==== Dataset records

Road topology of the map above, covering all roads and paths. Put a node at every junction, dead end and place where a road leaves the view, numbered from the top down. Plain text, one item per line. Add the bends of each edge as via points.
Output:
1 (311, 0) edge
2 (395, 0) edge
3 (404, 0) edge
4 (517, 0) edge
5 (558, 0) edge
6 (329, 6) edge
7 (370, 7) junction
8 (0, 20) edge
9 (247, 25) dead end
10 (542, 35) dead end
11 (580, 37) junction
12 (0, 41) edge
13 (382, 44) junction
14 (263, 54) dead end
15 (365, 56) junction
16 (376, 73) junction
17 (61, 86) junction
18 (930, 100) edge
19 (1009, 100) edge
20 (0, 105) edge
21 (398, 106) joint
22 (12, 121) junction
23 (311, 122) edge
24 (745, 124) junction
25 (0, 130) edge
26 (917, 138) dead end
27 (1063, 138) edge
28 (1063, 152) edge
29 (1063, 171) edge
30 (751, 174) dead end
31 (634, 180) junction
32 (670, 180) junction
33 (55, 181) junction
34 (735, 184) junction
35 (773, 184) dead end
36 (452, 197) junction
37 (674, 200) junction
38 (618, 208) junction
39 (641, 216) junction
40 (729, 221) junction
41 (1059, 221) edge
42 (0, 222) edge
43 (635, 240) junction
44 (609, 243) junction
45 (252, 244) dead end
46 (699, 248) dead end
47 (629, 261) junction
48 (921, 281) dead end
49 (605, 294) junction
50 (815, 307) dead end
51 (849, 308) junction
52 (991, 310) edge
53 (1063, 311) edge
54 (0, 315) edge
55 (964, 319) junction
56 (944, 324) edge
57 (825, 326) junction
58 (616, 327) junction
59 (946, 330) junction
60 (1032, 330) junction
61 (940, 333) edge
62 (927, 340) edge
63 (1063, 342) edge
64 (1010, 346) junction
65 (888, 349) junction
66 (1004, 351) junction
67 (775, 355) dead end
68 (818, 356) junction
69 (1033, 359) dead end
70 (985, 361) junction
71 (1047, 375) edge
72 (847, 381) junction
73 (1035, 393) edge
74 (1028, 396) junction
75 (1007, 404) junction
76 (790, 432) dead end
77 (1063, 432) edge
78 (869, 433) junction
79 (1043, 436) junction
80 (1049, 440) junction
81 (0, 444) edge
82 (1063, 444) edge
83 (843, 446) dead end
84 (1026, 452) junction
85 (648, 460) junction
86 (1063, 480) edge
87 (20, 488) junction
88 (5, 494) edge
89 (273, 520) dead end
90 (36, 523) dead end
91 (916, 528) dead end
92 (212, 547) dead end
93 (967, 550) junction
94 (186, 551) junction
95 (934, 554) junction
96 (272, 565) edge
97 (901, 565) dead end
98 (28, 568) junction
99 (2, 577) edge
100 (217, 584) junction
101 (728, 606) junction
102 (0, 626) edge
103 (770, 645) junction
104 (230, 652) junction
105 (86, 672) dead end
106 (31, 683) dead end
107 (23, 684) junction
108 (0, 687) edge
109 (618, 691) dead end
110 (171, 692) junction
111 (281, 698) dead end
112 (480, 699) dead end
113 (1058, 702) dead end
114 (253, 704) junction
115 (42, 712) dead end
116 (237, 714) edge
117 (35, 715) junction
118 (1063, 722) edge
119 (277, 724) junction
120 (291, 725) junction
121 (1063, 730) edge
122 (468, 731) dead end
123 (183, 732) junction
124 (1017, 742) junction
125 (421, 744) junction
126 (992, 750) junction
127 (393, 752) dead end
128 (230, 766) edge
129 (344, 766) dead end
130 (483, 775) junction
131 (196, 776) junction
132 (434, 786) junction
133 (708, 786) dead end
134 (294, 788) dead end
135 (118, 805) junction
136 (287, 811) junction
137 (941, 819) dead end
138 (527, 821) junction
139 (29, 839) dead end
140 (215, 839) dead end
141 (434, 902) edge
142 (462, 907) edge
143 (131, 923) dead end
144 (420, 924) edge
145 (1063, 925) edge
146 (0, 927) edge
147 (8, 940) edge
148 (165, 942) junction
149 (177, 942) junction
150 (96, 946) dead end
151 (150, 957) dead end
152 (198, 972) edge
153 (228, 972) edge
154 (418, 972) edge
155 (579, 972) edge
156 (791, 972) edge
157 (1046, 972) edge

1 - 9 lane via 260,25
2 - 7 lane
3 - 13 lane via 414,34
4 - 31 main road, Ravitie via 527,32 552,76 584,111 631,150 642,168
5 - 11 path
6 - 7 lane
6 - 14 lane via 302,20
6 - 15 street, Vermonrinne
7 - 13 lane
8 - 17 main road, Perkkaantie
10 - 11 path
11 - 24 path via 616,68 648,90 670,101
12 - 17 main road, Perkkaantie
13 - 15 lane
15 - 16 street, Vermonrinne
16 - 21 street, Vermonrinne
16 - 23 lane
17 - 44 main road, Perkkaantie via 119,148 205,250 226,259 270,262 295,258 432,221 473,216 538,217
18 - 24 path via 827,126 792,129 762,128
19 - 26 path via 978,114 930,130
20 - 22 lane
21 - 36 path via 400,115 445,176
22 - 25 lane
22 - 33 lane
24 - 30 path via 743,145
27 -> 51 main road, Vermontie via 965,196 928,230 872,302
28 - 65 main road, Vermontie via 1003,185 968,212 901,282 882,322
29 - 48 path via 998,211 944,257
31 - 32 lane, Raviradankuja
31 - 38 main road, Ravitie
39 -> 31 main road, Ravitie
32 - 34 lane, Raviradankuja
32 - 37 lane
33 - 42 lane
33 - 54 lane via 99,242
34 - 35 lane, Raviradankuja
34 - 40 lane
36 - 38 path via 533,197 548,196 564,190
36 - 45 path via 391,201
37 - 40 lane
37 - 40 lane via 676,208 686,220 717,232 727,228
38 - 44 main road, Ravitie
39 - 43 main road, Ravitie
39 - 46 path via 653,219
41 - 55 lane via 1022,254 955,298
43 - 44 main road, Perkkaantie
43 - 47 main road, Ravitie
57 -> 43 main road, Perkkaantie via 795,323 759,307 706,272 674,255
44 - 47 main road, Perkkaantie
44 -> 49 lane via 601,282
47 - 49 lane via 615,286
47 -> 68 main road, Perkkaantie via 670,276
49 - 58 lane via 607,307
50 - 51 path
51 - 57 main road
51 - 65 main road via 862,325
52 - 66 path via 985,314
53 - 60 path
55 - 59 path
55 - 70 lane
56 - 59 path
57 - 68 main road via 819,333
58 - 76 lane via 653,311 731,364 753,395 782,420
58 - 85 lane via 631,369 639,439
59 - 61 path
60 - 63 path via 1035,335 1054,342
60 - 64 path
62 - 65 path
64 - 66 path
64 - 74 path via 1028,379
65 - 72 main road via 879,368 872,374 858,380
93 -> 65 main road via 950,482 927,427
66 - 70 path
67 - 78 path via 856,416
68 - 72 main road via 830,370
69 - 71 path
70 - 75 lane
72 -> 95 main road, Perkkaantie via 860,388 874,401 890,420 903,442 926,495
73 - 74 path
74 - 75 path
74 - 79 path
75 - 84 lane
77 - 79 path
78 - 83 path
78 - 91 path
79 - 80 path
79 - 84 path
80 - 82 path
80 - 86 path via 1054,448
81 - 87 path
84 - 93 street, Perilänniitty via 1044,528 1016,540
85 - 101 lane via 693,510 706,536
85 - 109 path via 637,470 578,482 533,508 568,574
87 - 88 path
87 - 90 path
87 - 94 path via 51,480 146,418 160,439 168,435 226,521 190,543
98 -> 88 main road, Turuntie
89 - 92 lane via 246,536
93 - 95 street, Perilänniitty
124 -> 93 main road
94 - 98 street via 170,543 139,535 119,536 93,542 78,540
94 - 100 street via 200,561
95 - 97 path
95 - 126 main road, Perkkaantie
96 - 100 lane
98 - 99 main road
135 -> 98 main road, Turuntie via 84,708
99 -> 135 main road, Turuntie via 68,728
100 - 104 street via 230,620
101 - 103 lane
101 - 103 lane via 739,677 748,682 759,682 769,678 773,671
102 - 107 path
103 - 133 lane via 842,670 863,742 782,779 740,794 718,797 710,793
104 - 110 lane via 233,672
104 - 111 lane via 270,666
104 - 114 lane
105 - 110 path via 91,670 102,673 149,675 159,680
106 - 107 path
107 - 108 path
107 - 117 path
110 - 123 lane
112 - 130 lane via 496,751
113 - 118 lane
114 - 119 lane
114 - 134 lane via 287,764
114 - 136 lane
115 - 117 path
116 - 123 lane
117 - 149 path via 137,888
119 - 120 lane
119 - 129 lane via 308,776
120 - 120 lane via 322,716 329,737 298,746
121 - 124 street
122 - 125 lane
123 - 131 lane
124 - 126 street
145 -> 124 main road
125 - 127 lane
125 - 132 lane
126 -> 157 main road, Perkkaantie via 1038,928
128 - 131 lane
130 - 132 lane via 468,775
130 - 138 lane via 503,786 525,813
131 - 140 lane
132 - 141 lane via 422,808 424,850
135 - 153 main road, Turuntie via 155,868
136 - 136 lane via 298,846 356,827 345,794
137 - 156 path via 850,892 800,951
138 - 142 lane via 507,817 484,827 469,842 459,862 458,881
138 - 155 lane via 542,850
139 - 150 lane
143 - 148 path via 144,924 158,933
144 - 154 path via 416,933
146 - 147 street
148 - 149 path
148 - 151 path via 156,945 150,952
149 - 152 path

========

What this task involves. In the records above, find every line that contains the word "Ravitie" and copy it.

Result for this exercise.
4 - 31 main road, Ravitie via 527,32 552,76 584,111 631,150 642,168
31 - 38 main road, Ravitie
39 -> 31 main road, Ravitie
38 - 44 main road, Ravitie
39 - 43 main road, Ravitie
43 - 47 main road, Ravitie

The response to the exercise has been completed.